PB gerou mais de 1,2 mil empregos; Comércio lidera contratações

PB gerou mais de 1,2 mil empregos; Comércio lidera contratações

Em novembro, o número de fechamentos de vagas de trabalho com carteira assinada ficou maior que o número de vagas criadas.

Segundo o Cadastro Geral de Empregados e Desempregados (Caged), divulgado nesta quarta-feira (17), o setor que mais contratou foi o Comércio, seguido dos Serviços e Indústria da Informação.

O resultado inclui contratos firmados já sob as novas modalidades previstas na reforma trabalhista, como a jornada intermitente e a jornada parcial.

“O resultado não significa interrupção da retomada do crescimento econômico do país”, disse o ministro do Trabalho, Ronaldo Nogueira.

Esse é o primeiro dado do emprego formal depois da entrada em vigor da reforma trabalhista, que entrou em vigor em novembro.

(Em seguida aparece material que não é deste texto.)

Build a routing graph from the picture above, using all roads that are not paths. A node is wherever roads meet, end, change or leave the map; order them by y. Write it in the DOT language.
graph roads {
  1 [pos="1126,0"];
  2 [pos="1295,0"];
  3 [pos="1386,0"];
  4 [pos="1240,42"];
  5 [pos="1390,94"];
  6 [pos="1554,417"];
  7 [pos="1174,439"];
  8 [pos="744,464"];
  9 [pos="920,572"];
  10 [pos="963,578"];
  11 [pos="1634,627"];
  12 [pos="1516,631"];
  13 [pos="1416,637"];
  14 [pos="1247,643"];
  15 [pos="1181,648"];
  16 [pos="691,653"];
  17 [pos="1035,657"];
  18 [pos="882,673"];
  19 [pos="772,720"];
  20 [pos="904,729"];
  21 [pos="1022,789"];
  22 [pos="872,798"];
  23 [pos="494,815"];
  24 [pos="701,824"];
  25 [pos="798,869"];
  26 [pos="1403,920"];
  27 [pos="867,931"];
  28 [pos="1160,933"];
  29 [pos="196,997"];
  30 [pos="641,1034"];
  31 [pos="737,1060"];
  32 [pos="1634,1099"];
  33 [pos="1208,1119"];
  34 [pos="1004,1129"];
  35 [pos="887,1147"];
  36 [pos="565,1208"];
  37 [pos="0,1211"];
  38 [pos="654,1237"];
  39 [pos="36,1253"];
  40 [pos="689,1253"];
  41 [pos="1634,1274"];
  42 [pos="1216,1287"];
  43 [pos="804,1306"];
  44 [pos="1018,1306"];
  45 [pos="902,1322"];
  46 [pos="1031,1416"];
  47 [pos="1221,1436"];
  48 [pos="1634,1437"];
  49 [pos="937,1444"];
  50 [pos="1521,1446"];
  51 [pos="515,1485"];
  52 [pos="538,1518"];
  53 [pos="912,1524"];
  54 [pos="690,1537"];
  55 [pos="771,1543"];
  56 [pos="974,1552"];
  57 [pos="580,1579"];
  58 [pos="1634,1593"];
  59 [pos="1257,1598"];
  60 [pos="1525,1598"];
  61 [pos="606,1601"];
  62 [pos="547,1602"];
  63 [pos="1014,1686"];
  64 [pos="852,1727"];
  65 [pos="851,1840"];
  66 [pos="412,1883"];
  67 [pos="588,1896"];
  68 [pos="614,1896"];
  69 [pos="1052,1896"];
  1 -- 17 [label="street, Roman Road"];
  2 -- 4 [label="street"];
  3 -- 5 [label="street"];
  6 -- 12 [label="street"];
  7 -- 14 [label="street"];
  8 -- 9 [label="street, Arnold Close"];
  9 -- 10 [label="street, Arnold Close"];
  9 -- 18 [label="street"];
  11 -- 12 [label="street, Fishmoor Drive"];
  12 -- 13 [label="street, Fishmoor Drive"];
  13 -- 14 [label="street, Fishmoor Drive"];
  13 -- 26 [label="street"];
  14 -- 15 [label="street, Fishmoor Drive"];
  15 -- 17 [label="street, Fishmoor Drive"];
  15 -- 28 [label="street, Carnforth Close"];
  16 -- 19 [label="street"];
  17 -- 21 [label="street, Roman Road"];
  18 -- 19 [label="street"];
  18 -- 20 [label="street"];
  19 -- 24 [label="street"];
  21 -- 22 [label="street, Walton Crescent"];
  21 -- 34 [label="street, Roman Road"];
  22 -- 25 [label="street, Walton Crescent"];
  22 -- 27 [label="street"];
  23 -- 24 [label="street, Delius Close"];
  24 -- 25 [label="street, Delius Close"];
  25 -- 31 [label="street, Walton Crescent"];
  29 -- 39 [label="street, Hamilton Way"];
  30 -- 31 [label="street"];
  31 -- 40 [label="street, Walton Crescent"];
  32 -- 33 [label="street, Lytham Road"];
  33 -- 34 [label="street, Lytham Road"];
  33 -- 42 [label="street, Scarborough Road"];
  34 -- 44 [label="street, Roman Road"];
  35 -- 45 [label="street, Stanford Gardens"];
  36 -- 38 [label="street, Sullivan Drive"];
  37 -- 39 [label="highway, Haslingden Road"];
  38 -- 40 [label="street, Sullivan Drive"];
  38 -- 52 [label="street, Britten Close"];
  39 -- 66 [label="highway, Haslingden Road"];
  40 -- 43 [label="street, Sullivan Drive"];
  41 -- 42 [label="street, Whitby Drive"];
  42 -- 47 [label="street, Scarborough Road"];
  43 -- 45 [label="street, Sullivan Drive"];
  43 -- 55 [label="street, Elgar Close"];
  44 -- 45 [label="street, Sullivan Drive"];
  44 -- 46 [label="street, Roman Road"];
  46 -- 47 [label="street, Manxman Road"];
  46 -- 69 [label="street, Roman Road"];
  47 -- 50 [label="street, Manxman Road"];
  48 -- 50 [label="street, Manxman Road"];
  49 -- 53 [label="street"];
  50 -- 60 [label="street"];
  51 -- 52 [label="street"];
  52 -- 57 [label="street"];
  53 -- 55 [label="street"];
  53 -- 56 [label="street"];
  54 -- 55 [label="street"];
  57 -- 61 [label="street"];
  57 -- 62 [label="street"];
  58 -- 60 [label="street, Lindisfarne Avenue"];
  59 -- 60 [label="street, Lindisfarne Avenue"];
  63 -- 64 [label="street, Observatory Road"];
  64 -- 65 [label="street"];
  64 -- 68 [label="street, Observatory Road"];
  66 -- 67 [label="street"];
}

More news: Venezuela: Gobierno liberó a 44 presos políticos por Navidad

Neste ano, o melhor saldo de Fortaleza havia sido em agosto, quando a diferença foi de 1.597 empregos. Em 12 meses, contudo, o saldo está negativo em 178,5 mil. Segundo o Minstério do Trabalho, as festas de fim de ano, que aqueceram as vendas, foram o motivo desse resultado. Já a indústria apresentou o pior resultado, tendo fechado um total de 29.006 vagas. A construção civil reduziu 22.826 vagas. Também fecharam vagas os serviços (-2.972) e a administração pública (-2.360).

O comércio abriu 68.602 vagas (0,76%), principalmente no varejo, o que era esperado devido ao movimento de fim de ano. As demais regiões registraram saldo negativo: Sudeste (-16.421), Centro Oeste (-14.412) e Norte (-398).

Nos últimos 12 meses, Mato Grosso do Sul apresenta saldo negativo de 6.886 postos de trabalho, com 235.517 admissões e 242.403 demissões. Na comparação com outubro, houve aumento de 0,39% no salário de contratação e de 0,02% no de demissão.

No acumulado de 2017 até novembro, há uma abertura de 299.635 postos de trabalho com carteira assinada.

A projeção do Ministério do Trabalho é que sejam criados 1.781.930 empregos formais em 2018, quando levando em consideração a projeção de crescimento de 3% da economia.